Fewer than half of patients with diabetes are referred for lifestyle counseling, nutrition, and exercise
Lifestyle modifications along with proper nutrition and exercise can improve outcomes in patients with diabetes. This is especially important for blacks, who have a disproportionate burden of diabetes compared with whites, such as higher rates of complications and worse control of diabetes-related conditions (high cholesterol, high blood pressure, and obesity). A new study finds that black and white patients with diabetes are referred for lifestyle counseling at similar rates; however, physicians need to be more proactive in counseling and referring these patients.
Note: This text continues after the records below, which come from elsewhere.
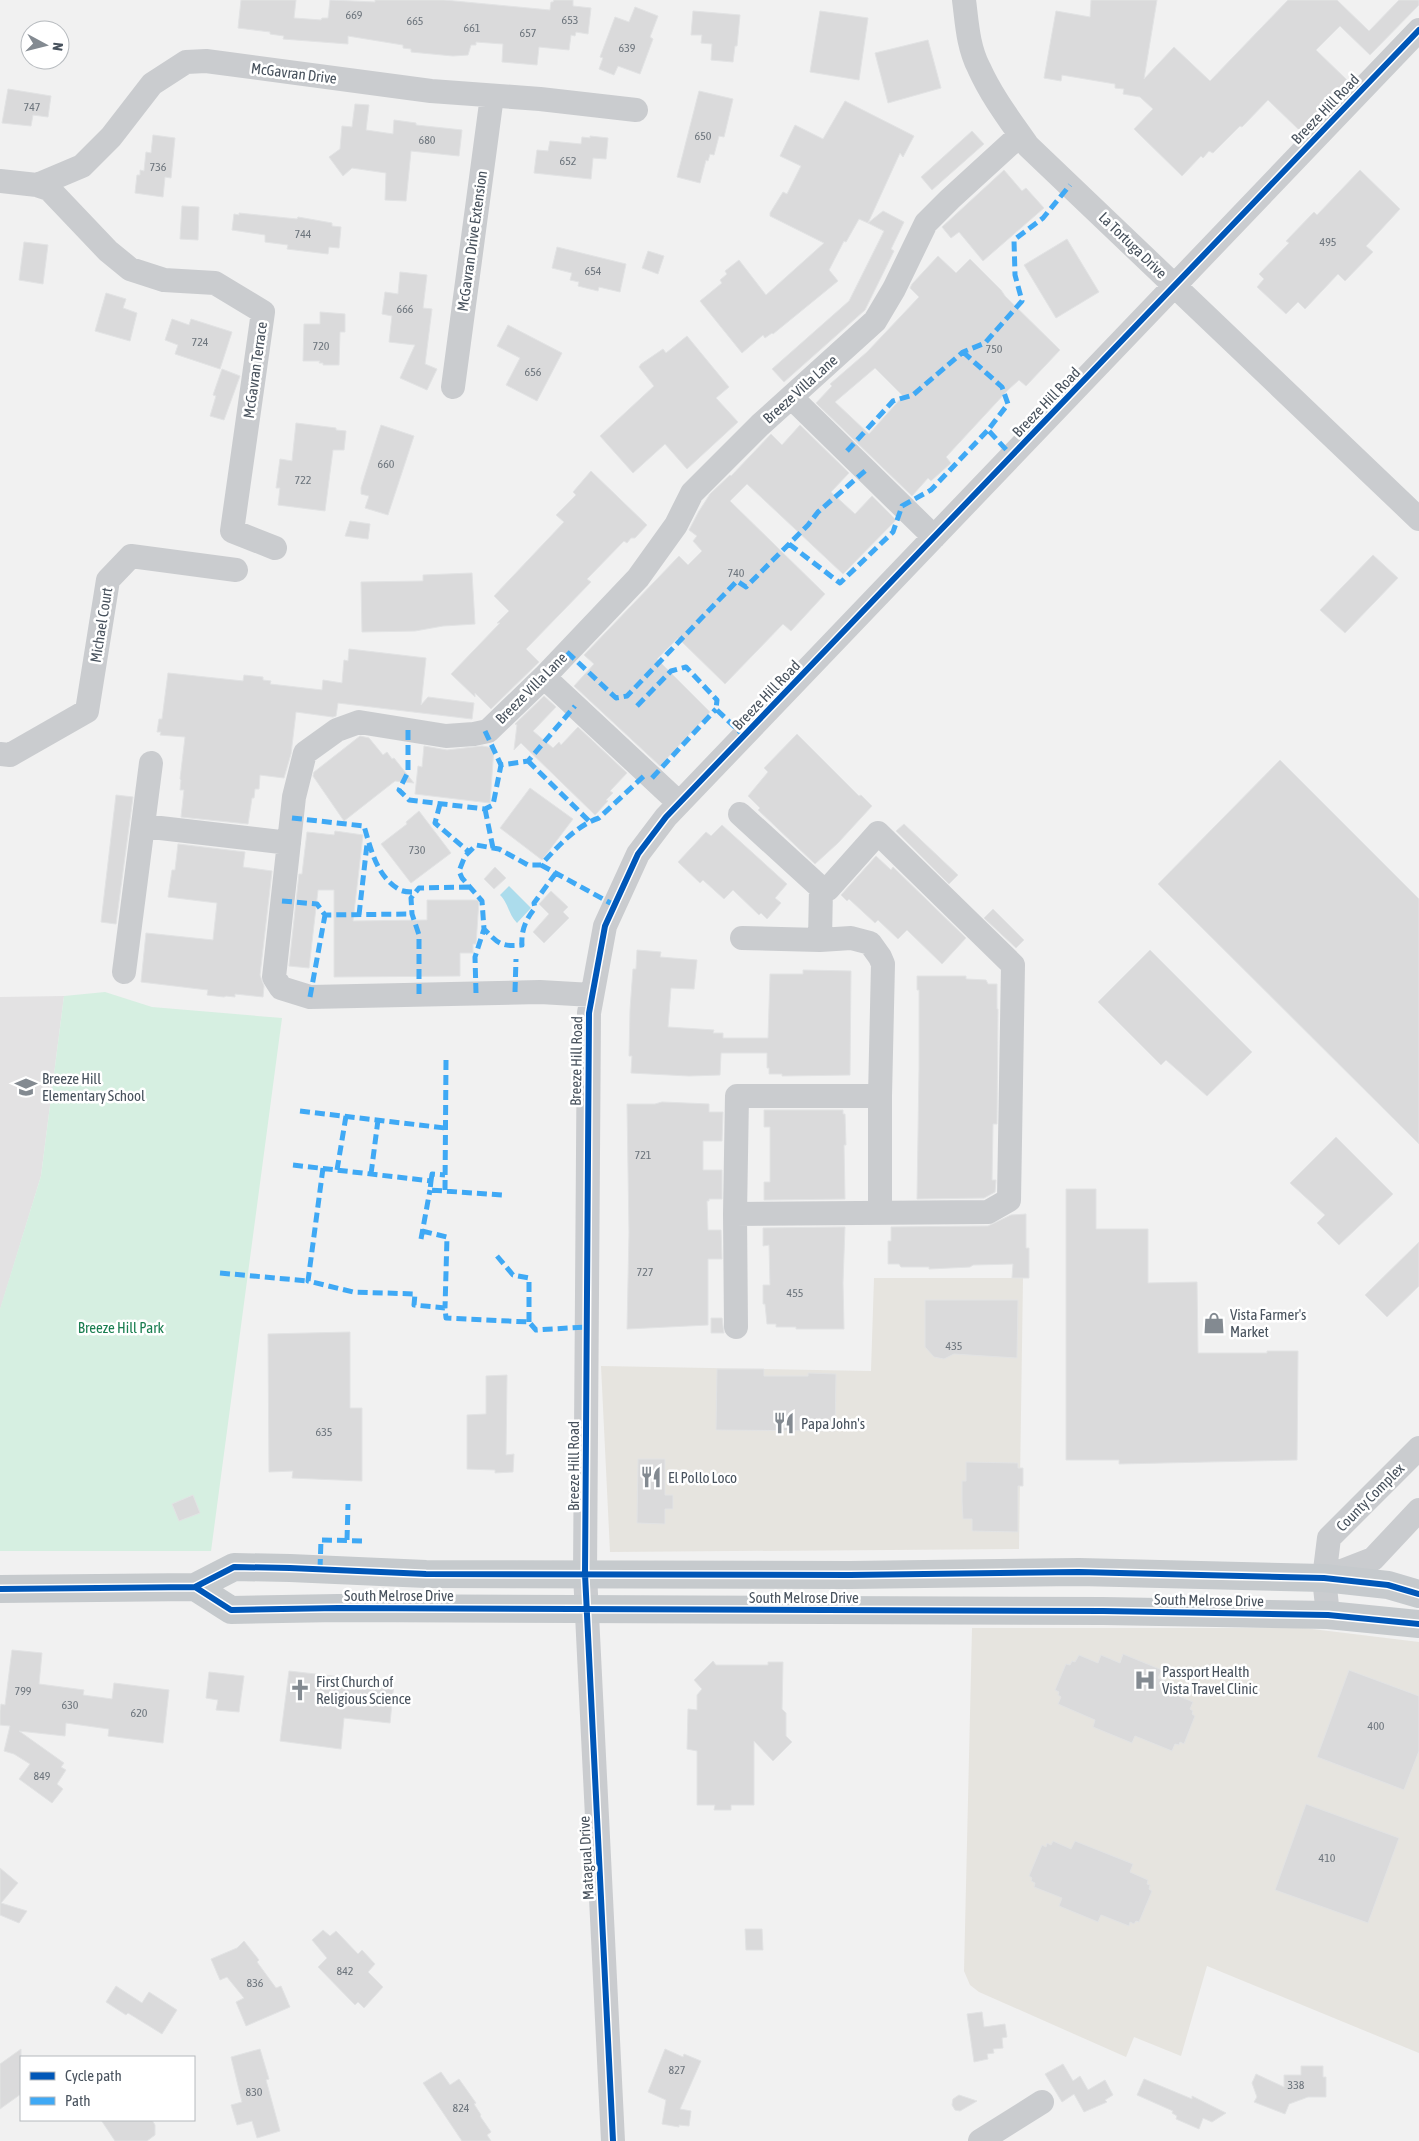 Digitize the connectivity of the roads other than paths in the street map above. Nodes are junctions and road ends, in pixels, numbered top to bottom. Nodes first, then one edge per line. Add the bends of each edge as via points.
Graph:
1 (964, 0) edge
2 (1419, 30) edge
3 (492, 96) junction
4 (636, 110) dead end
5 (1020, 135) junction
6 (0, 181) edge
7 (37, 185) junction
8 (1175, 285) junction
9 (453, 387) dead end
10 (792, 396) junction
11 (1419, 519) edge
12 (934, 537) junction
13 (275, 548) dead end
14 (236, 570) dead end
15 (544, 677) junction
16 (0, 754) edge
17 (151, 763) dead end
18 (679, 803) junction
19 (740, 814) dead end
20 (143, 826) junction
21 (289, 843) junction
22 (821, 888) junction
23 (742, 938) dead end
24 (820, 940) junction
25 (124, 972) dead end
26 (592, 995) junction
27 (880, 1096) junction
28 (880, 1213) junction
29 (735, 1214) junction
30 (736, 1327) dead end
31 (1419, 1448) edge
32 (1419, 1510) edge
33 (585, 1574) junction
34 (1324, 1578) junction
35 (194, 1587) junction
36 (0, 1589) edge
37 (1419, 1594) edge
38 (587, 1608) junction
39 (1328, 1615) junction
40 (1419, 1624) edge
41 (1042, 2102) dead end
42 (613, 2141) edge
43 (980, 2141) edge

1 - 5 street, La Tortuga Drive via 978,68 998,106
2 - 8 street, Breeze Hill Road
3 - 4 street, McGavran Drive
3 - 7 street, McGavran Drive via 430,91 206,61 186,62 152,84 111,137 82,166
3 - 9 street, McGavran Drive Extension
5 - 8 street, La Tortuga Drive
5 - 10 street, Breeze Villa Lane via 926,223 875,321
6 - 7 street, McGavran Drive
7 - 13 street, McGavran Terrace via 49,189 108,251 130,269 164,280 215,283 263,312 232,531
8 - 11 street, La Tortuga Drive
8 - 12 street, Breeze Hill Road
10 - 12 street
10 - 15 street, Breeze Villa Lane via 692,493 676,525 638,578
12 - 18 street, Breeze Hill Road
14 - 16 street, Michael Court via 131,556 108,580 87,711 10,755
15 - 18 street
15 - 21 street, Breeze Villa Lane via 485,732 446,736 359,722 337,730 305,753 294,797
17 - 20 street
18 - 26 street, Breeze Hill Road via 638,854 605,926
19 - 22 street
20 - 21 street
20 - 25 street
21 - 26 street, Breeze Villa Lane via 274,977 281,988 310,997 540,992
22 - 24 street
22 - 28 street via 828,889 878,833 1013,965 1009,1200 988,1212
23 - 24 street
24 - 27 street via 851,938 870,943 883,964
26 - 33 street, Breeze Hill Road via 588,1021
27 - 28 street
27 - 29 street via 737,1096
28 - 29 street
29 - 30 street
31 - 34 street, County Complex via 1329,1538
32 - 34 street via 1373,1559
33 - 34 main road, South Melrose Drive via 1079,1572
33 - 35 main road, South Melrose Drive via 426,1574 234,1568
33 - 38 street, Matagual Drive
34 - 37 main road, South Melrose Drive via 1388,1585
34 - 39 street, County Complex
35 - 36 main road, South Melrose Drive
35 - 38 main road, South Melrose Drive via 231,1610
38 - 39 main road, South Melrose Drive via 1103,1610
38 - 42 street, Matagual Drive
39 - 40 main road, South Melrose Drive
41 - 43 street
Researchers examined data from the 2002-2004 National Ambulatory Medical Care Survey and the National Hospital Ambulatory Medical Care Survey to see if counseling rates were independently associated with patient race. Of the 6,852 patient visits included in the study sample, 69 percent were made by whites and 26 percent by blacks.
The researchers found similar rates of counseling or referral for whites and blacks. Patients were counseled about nutrition either on-site or referred to outside counselors 37 percent of the time. The rate of exercise advice or referral was 19 percent. Factors that favored a patient being counseled/referred for lifestyle modification included being younger, having private insurance, and being diagnosed with an increased number of comorbid illnesses. The latter was the strongest predictor of physician counseling or referral. Patients were also more likely to receive nutrition and exercise interventions if they were seen by a primary care physician.
These results indicate that more ways are needed to increase and enhance the delivery of nutrition and exercise counseling in the outpatient setting, especially in high-risk groups. The study was supported in part by the Agency for Healthcare Research and Quality (HS15699).
See "National prevalence of lifestyle counseling or referral among African-Americans and whites with diabetes," by Monica E. Peek, M.D., M.P.H., Hui Tang, M.S., M.S., G. Caleb Alexander, M.D., M.S., and Marshall H. Chin, M.D., M.P.H., in the November 2008 Journal of General Internal Medicine 23(11), pp. 1858-1864.